Numaira Obaid on her passion for health research and investigating older adult spinal cord injuries
AUTHOR(S) & CREDENTIALS: Numaira Obaid, Postdoctoral Research Fellow, Simon Fraser University and Karolina Jalowska, Digital Media Coordinator at the APPTA hub and AGE-WELL NCE
AFFILIATED INSTITUTION(S): AGE-WELL National Innovation Hub: APPTA
Can you tell us a bit about yourself?
I always knew I wanted to do something in the field of healthcare or helping others be healthy. I completed my undergraduate degree in Chemical Engineering from the University of Waterloo and then pursued my Ph.D. from the University of Toronto, in understanding the mechanical behavior of complex materials using simulations and models. During my Ph.D. studies, I also worked as the Lead Research Scientist at an Ontario-based start-up called Steadiwear Inc., helping in the development of a mechanical glove for older adults with Essential Tremor and Parkinson’s disease.
After moving to British Columbia, I worked in the manufacturing industry, but my interest in biomechanics remained in the background. I left my industrial position and joined Simon Fraser University as a postdoctoral fellow under the supervision of Dr. Carolyn Sparrey. This position has given me the perfect opportunity to apply my expertise in computational modeling to study the mechanisms by which a spinal cord injury occurs from an external load and results in tissue damage. I recently received a Research Trainee Award from the Michael Smith Foundation for Health Research (MSFHR), where I will be co-supervised by Dr. Sparrey and Dr. Brian Kwon, to investigate how age-related spinal degeneration impacts spinal cord injuries in older adults.
What motivated you to pursue healthcare research?

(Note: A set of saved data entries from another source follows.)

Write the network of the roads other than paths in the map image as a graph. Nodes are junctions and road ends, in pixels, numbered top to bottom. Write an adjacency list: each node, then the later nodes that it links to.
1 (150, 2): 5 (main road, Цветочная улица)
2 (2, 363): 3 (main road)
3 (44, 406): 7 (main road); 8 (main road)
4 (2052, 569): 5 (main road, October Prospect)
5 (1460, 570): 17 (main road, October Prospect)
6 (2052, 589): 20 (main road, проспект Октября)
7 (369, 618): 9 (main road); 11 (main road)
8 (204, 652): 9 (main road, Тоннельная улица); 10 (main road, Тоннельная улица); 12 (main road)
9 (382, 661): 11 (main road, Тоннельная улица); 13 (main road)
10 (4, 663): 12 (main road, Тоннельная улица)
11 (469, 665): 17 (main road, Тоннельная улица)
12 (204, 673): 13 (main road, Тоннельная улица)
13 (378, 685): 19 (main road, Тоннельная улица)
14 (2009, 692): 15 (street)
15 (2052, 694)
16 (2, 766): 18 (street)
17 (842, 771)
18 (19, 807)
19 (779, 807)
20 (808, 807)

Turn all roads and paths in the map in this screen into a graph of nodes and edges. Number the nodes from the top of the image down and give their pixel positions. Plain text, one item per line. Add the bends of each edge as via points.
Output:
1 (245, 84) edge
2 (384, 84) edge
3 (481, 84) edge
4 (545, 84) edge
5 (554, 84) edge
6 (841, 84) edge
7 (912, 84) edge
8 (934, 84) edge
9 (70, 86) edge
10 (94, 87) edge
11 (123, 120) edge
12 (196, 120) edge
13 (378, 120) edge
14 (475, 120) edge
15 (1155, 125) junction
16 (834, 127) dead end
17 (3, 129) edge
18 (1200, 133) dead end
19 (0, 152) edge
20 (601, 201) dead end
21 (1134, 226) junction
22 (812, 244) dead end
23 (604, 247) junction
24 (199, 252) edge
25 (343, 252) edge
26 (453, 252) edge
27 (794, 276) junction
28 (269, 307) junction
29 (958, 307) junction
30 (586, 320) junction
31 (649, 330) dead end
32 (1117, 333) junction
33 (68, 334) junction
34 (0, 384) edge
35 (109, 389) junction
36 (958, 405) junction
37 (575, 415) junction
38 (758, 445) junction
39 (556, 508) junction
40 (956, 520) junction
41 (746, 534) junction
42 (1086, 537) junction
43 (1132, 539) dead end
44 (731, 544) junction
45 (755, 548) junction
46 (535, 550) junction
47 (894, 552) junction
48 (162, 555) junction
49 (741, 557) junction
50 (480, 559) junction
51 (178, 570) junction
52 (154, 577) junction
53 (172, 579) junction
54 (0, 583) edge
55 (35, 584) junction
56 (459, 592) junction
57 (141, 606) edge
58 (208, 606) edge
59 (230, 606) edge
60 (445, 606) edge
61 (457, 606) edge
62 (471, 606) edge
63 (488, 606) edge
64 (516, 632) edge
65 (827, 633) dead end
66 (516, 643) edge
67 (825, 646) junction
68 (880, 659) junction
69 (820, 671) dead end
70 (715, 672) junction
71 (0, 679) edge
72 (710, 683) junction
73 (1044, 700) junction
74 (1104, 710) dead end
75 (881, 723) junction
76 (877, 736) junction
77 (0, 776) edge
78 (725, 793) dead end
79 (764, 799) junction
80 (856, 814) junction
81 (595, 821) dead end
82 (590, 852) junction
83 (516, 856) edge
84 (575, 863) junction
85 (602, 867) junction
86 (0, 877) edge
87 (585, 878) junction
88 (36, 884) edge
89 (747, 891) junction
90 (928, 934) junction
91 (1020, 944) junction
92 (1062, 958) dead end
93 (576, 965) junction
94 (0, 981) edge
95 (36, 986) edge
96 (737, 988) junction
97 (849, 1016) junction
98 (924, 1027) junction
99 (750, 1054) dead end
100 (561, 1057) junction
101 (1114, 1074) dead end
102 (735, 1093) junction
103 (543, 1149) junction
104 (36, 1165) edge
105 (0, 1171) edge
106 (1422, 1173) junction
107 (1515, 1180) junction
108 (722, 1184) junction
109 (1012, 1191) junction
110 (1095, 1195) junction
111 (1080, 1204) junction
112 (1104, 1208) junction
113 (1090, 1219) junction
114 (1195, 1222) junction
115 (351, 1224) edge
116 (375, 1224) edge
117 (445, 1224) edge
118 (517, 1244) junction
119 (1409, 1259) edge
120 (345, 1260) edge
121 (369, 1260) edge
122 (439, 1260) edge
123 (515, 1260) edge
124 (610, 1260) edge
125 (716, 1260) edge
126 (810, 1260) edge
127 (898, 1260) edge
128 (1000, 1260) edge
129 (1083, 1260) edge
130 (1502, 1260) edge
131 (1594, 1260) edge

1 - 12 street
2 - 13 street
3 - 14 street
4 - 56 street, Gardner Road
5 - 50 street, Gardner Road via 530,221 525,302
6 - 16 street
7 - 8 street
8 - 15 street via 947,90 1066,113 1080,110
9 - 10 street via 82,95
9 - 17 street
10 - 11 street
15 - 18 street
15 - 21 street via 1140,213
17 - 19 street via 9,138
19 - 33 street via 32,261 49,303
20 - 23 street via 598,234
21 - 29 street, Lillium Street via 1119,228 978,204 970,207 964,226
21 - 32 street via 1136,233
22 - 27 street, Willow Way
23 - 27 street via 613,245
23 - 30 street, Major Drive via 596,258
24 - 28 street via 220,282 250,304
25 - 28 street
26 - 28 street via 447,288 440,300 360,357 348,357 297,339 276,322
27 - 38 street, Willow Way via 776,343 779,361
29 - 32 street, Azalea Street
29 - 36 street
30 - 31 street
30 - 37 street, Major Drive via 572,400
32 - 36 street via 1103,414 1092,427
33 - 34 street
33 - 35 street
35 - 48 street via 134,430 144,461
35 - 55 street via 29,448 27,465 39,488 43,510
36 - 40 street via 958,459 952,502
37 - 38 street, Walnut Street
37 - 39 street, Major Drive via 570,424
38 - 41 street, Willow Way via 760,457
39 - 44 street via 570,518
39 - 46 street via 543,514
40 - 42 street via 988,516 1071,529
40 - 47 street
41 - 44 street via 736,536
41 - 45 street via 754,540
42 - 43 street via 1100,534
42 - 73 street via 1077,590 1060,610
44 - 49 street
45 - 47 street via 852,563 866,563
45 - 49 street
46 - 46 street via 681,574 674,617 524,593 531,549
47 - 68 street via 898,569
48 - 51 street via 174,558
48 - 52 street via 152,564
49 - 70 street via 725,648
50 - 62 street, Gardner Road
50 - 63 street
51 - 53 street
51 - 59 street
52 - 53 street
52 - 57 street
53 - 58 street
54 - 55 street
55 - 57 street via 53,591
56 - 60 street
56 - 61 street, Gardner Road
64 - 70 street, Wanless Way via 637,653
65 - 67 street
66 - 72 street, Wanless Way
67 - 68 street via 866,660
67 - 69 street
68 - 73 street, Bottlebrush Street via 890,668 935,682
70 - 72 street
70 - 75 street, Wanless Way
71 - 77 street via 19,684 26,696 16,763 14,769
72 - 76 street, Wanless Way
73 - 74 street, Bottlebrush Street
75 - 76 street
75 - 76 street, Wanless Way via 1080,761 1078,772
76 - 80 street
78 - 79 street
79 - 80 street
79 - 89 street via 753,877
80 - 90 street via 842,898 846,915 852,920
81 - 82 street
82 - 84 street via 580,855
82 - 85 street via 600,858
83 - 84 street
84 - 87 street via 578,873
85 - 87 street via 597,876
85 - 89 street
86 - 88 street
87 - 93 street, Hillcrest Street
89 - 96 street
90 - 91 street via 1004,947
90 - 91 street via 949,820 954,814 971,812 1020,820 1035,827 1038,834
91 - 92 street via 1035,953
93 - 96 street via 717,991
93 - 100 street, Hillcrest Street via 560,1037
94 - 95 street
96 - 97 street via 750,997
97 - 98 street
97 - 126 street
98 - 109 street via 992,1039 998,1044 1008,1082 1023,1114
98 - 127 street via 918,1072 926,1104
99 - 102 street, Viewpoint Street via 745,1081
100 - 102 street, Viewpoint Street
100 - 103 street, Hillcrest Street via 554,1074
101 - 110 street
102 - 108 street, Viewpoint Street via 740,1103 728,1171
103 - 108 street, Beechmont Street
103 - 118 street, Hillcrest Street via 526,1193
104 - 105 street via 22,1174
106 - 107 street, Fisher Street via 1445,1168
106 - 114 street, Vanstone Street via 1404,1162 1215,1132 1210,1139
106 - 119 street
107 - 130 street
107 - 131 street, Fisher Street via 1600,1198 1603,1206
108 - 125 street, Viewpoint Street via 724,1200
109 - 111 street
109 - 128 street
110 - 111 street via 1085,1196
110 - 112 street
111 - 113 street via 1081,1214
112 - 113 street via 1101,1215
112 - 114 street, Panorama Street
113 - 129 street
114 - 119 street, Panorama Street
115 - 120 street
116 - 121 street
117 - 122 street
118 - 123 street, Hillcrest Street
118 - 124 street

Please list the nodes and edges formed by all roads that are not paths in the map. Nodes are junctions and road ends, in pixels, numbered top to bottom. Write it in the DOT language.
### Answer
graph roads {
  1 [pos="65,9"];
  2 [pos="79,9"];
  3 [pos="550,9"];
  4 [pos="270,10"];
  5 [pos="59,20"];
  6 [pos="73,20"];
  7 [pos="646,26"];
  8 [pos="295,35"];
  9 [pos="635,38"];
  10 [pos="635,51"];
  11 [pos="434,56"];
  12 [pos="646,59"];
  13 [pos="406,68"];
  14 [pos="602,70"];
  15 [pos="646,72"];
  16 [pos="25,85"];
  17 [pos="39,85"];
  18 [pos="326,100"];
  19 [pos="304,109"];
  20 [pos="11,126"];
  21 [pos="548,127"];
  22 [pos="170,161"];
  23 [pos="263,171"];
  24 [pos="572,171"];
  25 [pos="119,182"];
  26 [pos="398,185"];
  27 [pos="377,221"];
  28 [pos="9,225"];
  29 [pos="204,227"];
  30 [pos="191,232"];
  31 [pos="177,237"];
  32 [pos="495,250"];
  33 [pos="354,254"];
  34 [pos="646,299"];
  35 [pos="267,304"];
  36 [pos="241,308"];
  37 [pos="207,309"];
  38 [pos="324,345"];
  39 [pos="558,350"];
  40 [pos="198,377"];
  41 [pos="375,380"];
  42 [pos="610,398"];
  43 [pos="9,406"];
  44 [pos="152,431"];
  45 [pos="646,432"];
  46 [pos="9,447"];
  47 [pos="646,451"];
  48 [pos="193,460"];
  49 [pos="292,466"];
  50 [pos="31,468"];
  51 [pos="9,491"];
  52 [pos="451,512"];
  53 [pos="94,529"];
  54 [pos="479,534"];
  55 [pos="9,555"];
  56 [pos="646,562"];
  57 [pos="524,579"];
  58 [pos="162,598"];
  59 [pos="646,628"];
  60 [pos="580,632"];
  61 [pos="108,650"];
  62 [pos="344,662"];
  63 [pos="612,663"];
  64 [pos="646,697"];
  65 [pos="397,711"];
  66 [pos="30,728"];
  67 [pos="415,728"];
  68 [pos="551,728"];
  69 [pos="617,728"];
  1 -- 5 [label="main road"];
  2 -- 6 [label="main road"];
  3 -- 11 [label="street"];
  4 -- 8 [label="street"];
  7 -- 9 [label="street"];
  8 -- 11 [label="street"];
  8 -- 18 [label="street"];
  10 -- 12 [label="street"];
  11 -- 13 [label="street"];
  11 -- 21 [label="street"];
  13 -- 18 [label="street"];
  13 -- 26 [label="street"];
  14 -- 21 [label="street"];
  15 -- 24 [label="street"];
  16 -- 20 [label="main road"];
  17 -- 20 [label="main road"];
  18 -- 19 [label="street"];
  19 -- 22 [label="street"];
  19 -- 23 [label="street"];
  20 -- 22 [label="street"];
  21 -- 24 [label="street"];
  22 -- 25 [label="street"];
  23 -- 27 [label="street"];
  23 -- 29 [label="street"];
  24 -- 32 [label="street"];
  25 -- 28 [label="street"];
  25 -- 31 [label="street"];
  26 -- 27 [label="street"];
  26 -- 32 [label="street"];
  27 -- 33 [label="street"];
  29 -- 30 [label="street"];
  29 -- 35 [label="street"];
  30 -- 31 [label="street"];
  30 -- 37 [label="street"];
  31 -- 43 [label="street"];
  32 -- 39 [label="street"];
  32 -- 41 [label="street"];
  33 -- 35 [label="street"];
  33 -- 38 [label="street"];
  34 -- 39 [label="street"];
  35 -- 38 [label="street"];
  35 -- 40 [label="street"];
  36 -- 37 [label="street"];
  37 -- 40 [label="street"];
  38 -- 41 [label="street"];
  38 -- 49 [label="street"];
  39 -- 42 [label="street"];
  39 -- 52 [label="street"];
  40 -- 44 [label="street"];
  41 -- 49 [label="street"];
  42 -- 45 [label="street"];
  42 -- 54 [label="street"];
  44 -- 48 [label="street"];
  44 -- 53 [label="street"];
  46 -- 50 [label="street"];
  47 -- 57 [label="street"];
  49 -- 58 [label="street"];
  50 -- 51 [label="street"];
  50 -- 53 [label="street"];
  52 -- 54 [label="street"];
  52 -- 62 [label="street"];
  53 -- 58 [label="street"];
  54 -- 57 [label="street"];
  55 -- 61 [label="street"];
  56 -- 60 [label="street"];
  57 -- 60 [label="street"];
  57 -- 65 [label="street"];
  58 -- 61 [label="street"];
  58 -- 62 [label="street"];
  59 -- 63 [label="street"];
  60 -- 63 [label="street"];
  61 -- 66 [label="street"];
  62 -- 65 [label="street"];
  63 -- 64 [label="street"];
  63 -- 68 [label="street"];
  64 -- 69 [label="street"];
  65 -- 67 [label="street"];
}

I believe that a life worth living is one that is dedicated to the service of others. I think being an engineer in healthcare research provides me with a unique perspective for understanding spinal cord injuries. Specifically, my motivation to study spinal cord injuries in older adults came from seeing my parents, grandparents, and loved one’s age and become more and more susceptible to having these types of injuries. Unfortunately, with older adult injuries, options for interventions are quite limited, usually because of pre-existing conditions. This makes it important to conduct research investigating the specific injuries prevalent in older adults, such as spinal cord injuries, not just for the older adults in our community, but also as a future investment for ourselves.
What is your current project about?
My current project, where I am co-supervised by Dr. Carolyn Sparrey and Dr. Brian Kwon, focuses on using computational models to examine how age-related degeneration in older adults contributes to spinal cord injuries. Spinal degeneration can change the load that the spinal cord experiences even under the same circumstances. For example, younger adults may experience a simple fall and not be phased at all, but an older adult with very severe spinal degeneration can have a spinal cord injury from just a ground level fall. And this varies with different types of degeneration as well. My goal is to understand how different types, amounts, and locations of degenerative spinal pathologies affect patterns of tissue damage in terms of the amount of damage and its location. Tissues become damaged only when the stress or strain they experience exceeds the limit at which they can handle. My expertise in computational models lends itself perfectly into this project since these simulations can help predict the exact patterns of stress/strain in the spinal cord during an injury.
Why is research in this area important?
Studying older adult spinal cord injuries is important because the prevalence of spinal cord injuries is increasing each year, and the population of older adults is also rapidly increasing. Furthermore, the types of spinal cord injuries seen in older adults are different than those seen in younger individuals, making it important to understand the mechanism by which they occur and identify the parameters that influence them. If different types of degeneration lead to different types of tissue damage and functional loss, it can help guide the development of animal models of this form of injury, which is a first step towards developing treatments, or be used to develop more specific injury prevention guidelines.